Stapeliads (2006)

PhotoBy Pam Schnebelen (October 2006)

The Stapeliad genera belong to the Asclepiadaceae (Milkweed) family, tribe Stapelieae. These genera are all stem succulents with thick, soft, juicy branches with low ribs or tubercles. They do not have leaves.

Their five-pointed, fleshy “starfish” flowers have intricate color and structural patterns. While the flowers are amazing visually, they often smell like dead meat to attract their pollinators, flies.

Most stapeliads come from the desert areas of southern Africa, though a few reside as far north as Spain and as far east as Burma. While these plants evolved for dry climates, most adapt to our wetter home and greenhouse environments. In fact, most of these species are very easy to grow.

Stapeliads do best with the brightest light possible all year long. Their potting mix should drain well, as the plants easily rot if left in a wet or moist pot for very long. In the summer, be sure the mix is completely dry before watering again. In the winter, water the plants when you see a slight shriveling of the stems.

Mealy bugs are the worst enemies of stapeliads, so keep an eye out for those nasty, fuzzy white specks. (The only good mealy is a dead mealy! Stabbing them with a toothpick is quite satisfying.) Black rot can also affect these plants. If black patches appear, cut them out immediately.
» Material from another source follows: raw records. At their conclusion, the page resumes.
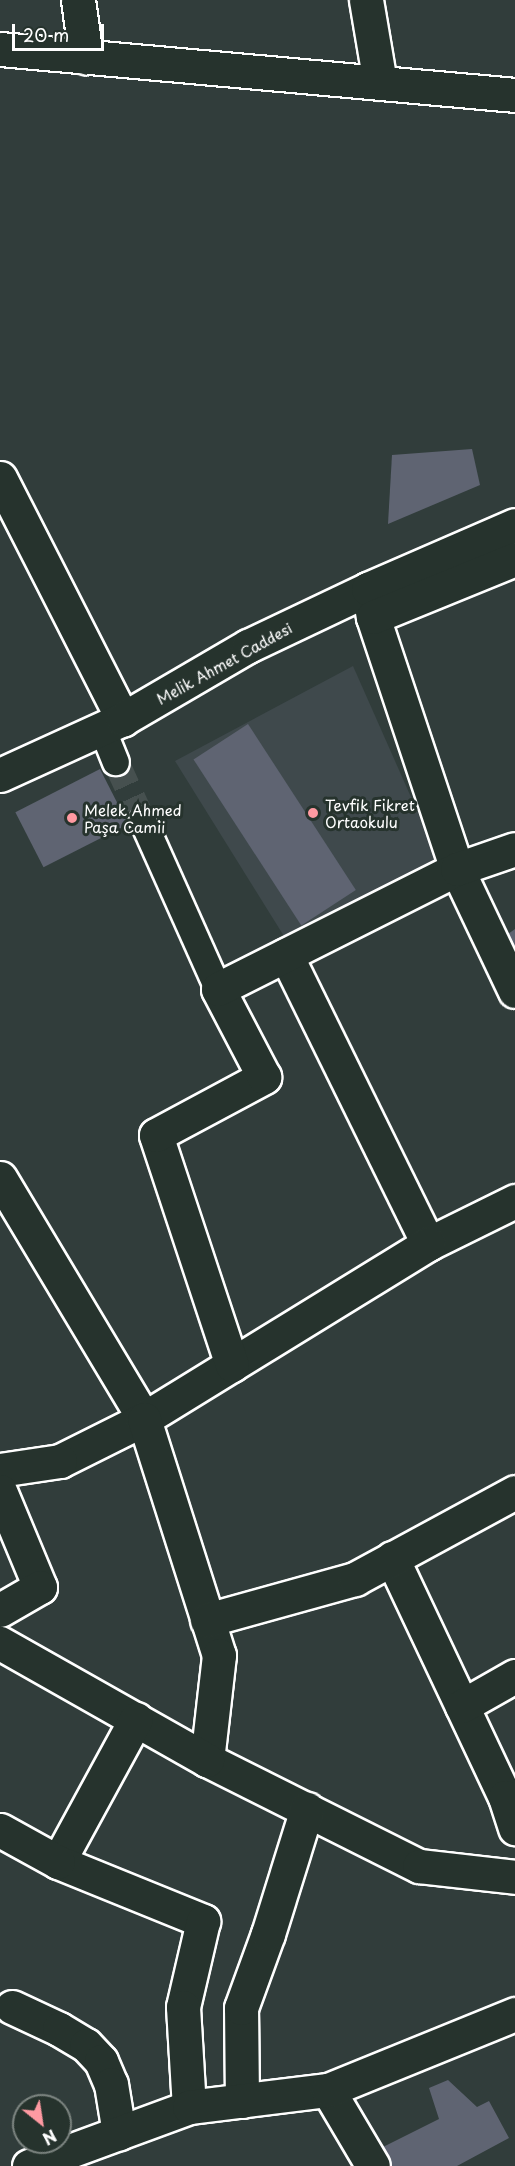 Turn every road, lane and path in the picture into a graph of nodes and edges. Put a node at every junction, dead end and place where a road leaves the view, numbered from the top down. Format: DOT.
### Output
graph roads {
  1 [pos="78,0"];
  2 [pos="366,0"];
  3 [pos="0,49"];
  4 [pos="86,57"];
  5 [pos="380,83"];
  6 [pos="515,95"];
  7 [pos="0,478"];
  8 [pos="515,525"];
  9 [pos="515,559"];
  10 [pos="370,603"];
  11 [pos="113,724"];
  12 [pos="116,762"];
  13 [pos="0,775"];
  14 [pos="143,821"];
  15 [pos="515,849"];
  16 [pos="457,869"];
  17 [pos="286,955"];
  18 [pos="218,989"];
  19 [pos="515,991"];
  20 [pos="0,1178"];
  21 [pos="515,1201"];
  22 [pos="428,1244"];
  23 [pos="232,1365"];
  24 [pos="144,1419"];
  25 [pos="0,1470"];
  26 [pos="0,1491"];
  27 [pos="515,1492"];
  28 [pos="392,1558"];
  29 [pos="0,1610"];
  30 [pos="207,1620"];
  31 [pos="0,1643"];
  32 [pos="515,1676"];
  33 [pos="462,1707"];
  34 [pos="136,1719"];
  35 [pos="207,1760"];
  36 [pos="306,1809"];
  37 [pos="515,1828"];
  38 [pos="0,1830"];
  39 [pos="58,1862"];
  40 [pos="515,1877"];
  41 [pos="12,2007"];
  42 [pos="515,2015"];
  43 [pos="328,2090"];
  44 [pos="242,2101"];
  45 [pos="189,2107"];
  46 [pos="119,2133"];
  47 [pos="29,2166"];
  48 [pos="373,2166"];
  1 -- 4 [label="street"];
  2 -- 5 [label="street"];
  3 -- 4 [label="street"];
  4 -- 5 [label="street"];
  5 -- 6 [label="street"];
  7 -- 11 [label="street"];
  8 -- 10 [label="street, Melik Ahmet Caddesi"];
  9 -- 10 [label="street"];
  10 -- 11 [label="street, Melik Ahmet Caddesi"];
  10 -- 16 [label="street"];
  11 -- 12 [label="street"];
  11 -- 13 [label="street, Melik Ahmet Caddesi"];
  14 -- 18 [label="street"];
  15 -- 16 [label="street"];
  16 -- 17 [label="street"];
  16 -- 19 [label="street"];
  17 -- 18 [label="street"];
  17 -- 22 [label="street"];
  18 -- 23 [label="street"];
  20 -- 24 [label="street"];
  21 -- 22 [label="street"];
  22 -- 23 [label="street"];
  23 -- 24 [label="street"];
  24 -- 25 [label="street"];
  24 -- 30 [label="street"];
  26 -- 29 [label="street"];
  27 -- 28 [label="street"];
  28 -- 30 [label="street"];
  28 -- 33 [label="street"];
  30 -- 35 [label="street"];
  31 -- 34 [label="street"];
  32 -- 33 [label="street"];
  33 -- 37 [label="street"];
  34 -- 35 [label="street"];
  34 -- 39 [label="street"];
  35 -- 36 [label="street"];
  36 -- 40 [label="street"];
  36 -- 44 [label="street"];
  38 -- 39 [label="street"];
  39 -- 45 [label="street"];
  41 -- 46 [label="street"];
  42 -- 43 [label="street"];
  43 -- 44 [label="street"];
  43 -- 48 [label="street"];
  44 -- 45 [label="street"];
  45 -- 46 [label="street"];
  46 -- 47 [label="street"];
}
Stapeliads propagate readily from stem cuttings. Seeds germinate easily in two to three days. Seedlings should bloom in their second year. For maximum floral display, repot frequently. Flowers only appear on newer stems, so older stems can be removed without losing flowering potential.
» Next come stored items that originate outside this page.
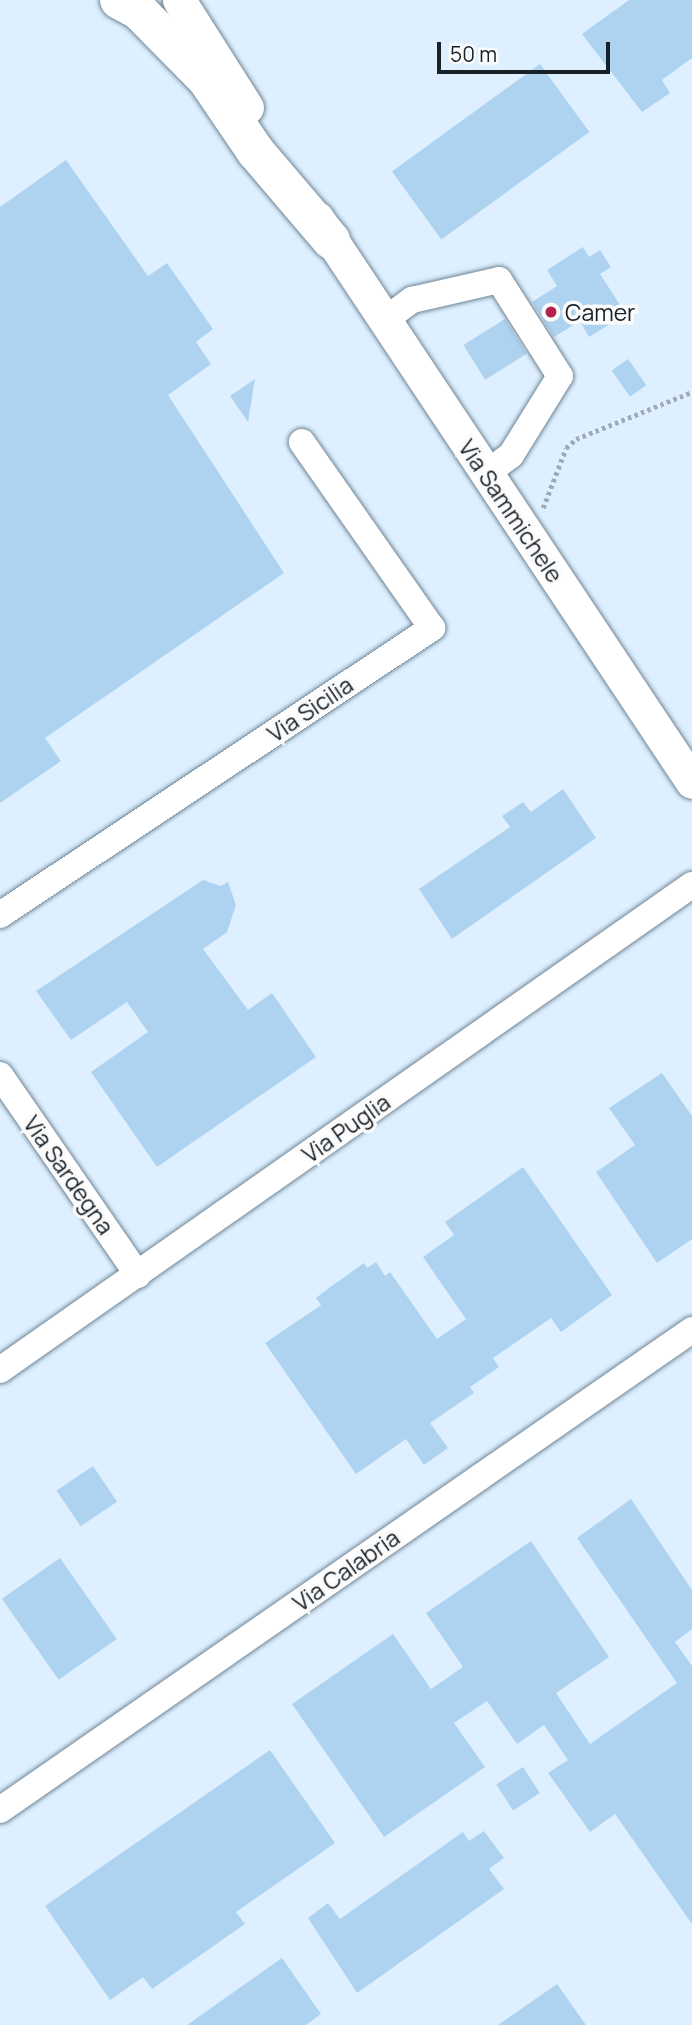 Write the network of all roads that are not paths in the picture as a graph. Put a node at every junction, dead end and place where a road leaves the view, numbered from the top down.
1 (119, 0) edge
2 (179, 0) edge
3 (331, 240) junction
4 (385, 320) junction
5 (302, 442) dead end
6 (486, 474) junction
7 (692, 782) edge
8 (692, 885) edge
9 (0, 915) edge
10 (0, 1075) edge
11 (138, 1275) junction
12 (692, 1330) edge
13 (0, 1370) edge
14 (0, 1810) edge

1 - 3 highway
2 - 3 main road, Via Sammichele
3 - 4 main road, Via Sammichele
4 - 6 main road, Via Sammichele
4 - 6 street
5 - 9 street, Via Sicilia
6 - 7 main road, Via Sammichele
8 - 11 street, Via Puglia
10 - 11 street, Via Sardegna
11 - 13 street, Via Puglia
12 - 14 street, Via Calabria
Genera in this group include Caralluma, Diplocyatha, Duvalia, Echidnopsis, Edithcolea, Frerea, Hoodia, Hoodiopsis, Huernia, Huerniopsis, Luckhoffia, Orbea, Orbeanthus, Orbeopsis, Pachycymbium, Pectinaria, Piaranthus, Stapelia, Stultitia and Tavaresia.

There is a special class for these plants in the Henry Shaw Cactus and Succulent Society show. In 2006, Nikki Murdick took first place with her Stapelia nobilis.